Exercise: Output the line that contains "ring pip: (1419, 677)" together with each line after it, through the final line of the listing below, word for word; omit pictures.

----

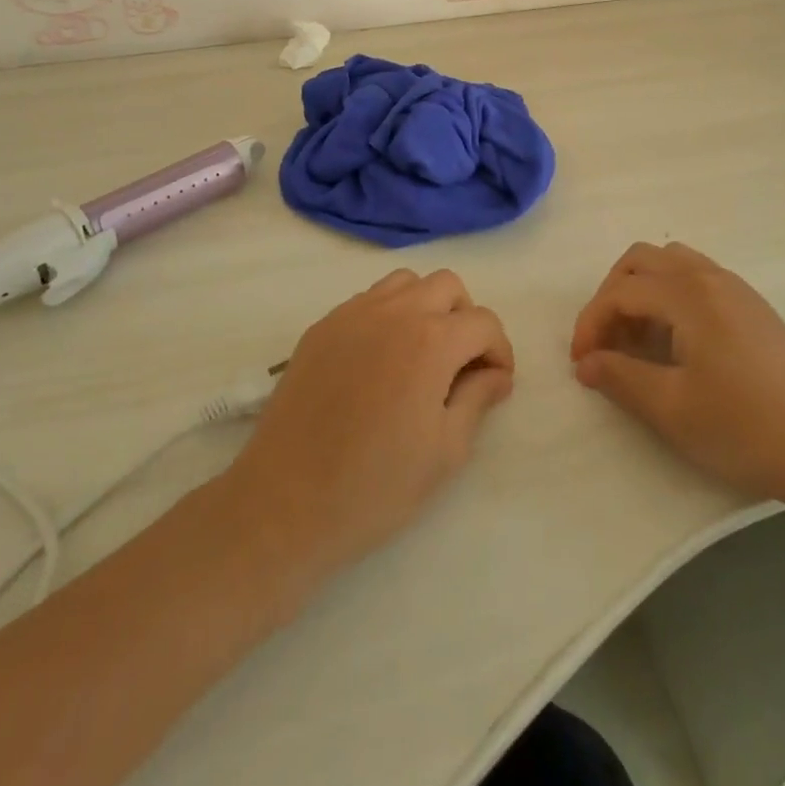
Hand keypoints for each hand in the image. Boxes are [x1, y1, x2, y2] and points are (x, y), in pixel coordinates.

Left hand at [224, 268, 513, 584]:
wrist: (285, 503)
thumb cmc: (375, 486)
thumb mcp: (445, 452)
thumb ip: (477, 400)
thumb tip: (496, 374)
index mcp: (431, 341)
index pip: (483, 322)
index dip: (499, 351)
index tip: (495, 383)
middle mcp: (393, 313)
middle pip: (447, 285)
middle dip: (465, 318)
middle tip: (460, 364)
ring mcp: (352, 315)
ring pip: (405, 283)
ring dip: (425, 307)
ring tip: (421, 355)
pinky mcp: (321, 328)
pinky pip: (367, 301)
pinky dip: (387, 316)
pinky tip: (380, 362)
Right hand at [571, 242, 784, 513]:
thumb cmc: (746, 428)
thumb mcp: (672, 409)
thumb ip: (620, 378)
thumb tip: (586, 363)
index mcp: (689, 295)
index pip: (621, 292)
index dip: (591, 323)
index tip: (580, 363)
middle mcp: (710, 277)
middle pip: (642, 261)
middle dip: (612, 295)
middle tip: (605, 342)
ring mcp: (736, 289)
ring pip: (671, 264)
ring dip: (641, 291)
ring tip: (637, 340)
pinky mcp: (752, 307)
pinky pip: (696, 279)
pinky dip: (669, 296)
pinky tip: (674, 342)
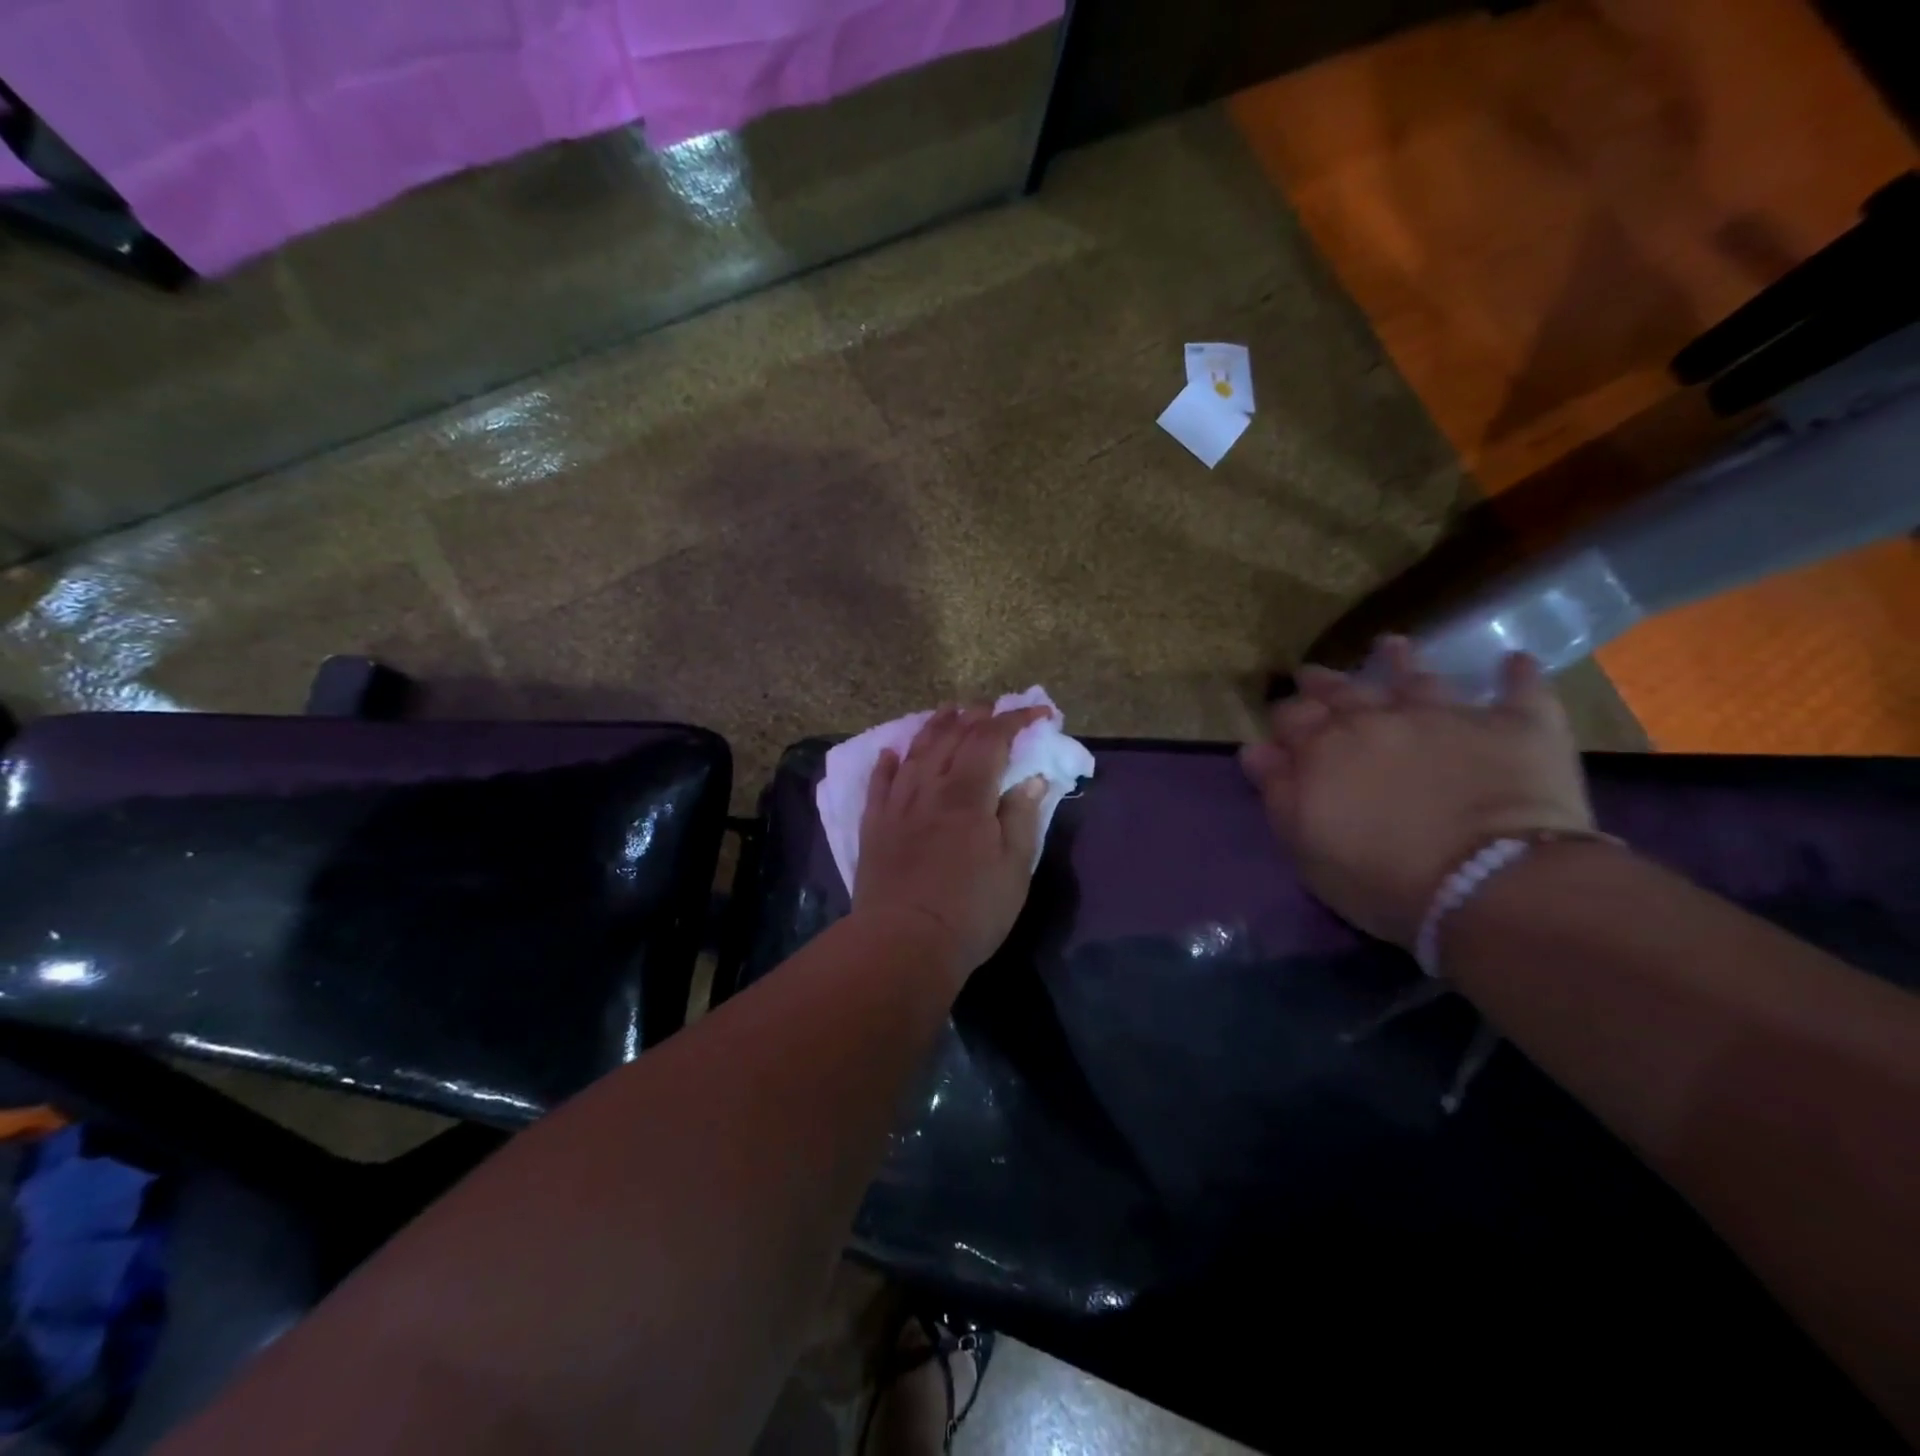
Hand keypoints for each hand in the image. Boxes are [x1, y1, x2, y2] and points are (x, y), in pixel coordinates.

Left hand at [853, 704, 1049, 984]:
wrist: (904, 943)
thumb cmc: (971, 911)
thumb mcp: (1013, 868)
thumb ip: (1021, 817)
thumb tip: (1032, 779)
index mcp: (968, 795)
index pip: (991, 740)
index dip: (1015, 720)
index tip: (1039, 713)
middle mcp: (930, 789)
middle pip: (951, 739)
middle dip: (975, 717)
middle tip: (992, 708)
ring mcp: (897, 806)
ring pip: (915, 753)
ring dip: (933, 727)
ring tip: (947, 711)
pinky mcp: (874, 827)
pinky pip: (878, 784)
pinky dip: (886, 764)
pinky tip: (890, 753)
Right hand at [1241, 638, 1593, 947]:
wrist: (1489, 882)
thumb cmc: (1381, 876)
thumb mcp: (1305, 845)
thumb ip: (1278, 792)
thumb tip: (1256, 749)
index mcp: (1325, 747)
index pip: (1293, 717)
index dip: (1286, 715)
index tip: (1282, 720)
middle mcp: (1379, 718)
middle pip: (1344, 690)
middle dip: (1325, 681)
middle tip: (1313, 673)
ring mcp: (1448, 716)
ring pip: (1419, 677)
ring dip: (1402, 661)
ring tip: (1392, 646)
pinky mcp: (1516, 727)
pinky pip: (1520, 691)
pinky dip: (1517, 675)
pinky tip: (1515, 662)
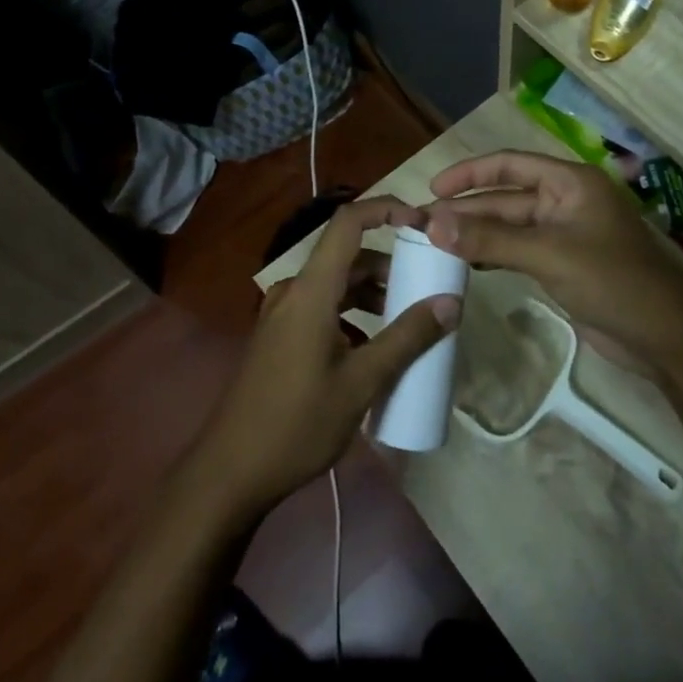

----

Completed task:
ring pip: (1419, 677)
ring dip: (1402, 661)
ring tip: (1392, 646)
pinky mcp: (1516, 727)
pinky pip: (1520, 691)
pinky dip: (1517, 675)
pinky tip: (1515, 662)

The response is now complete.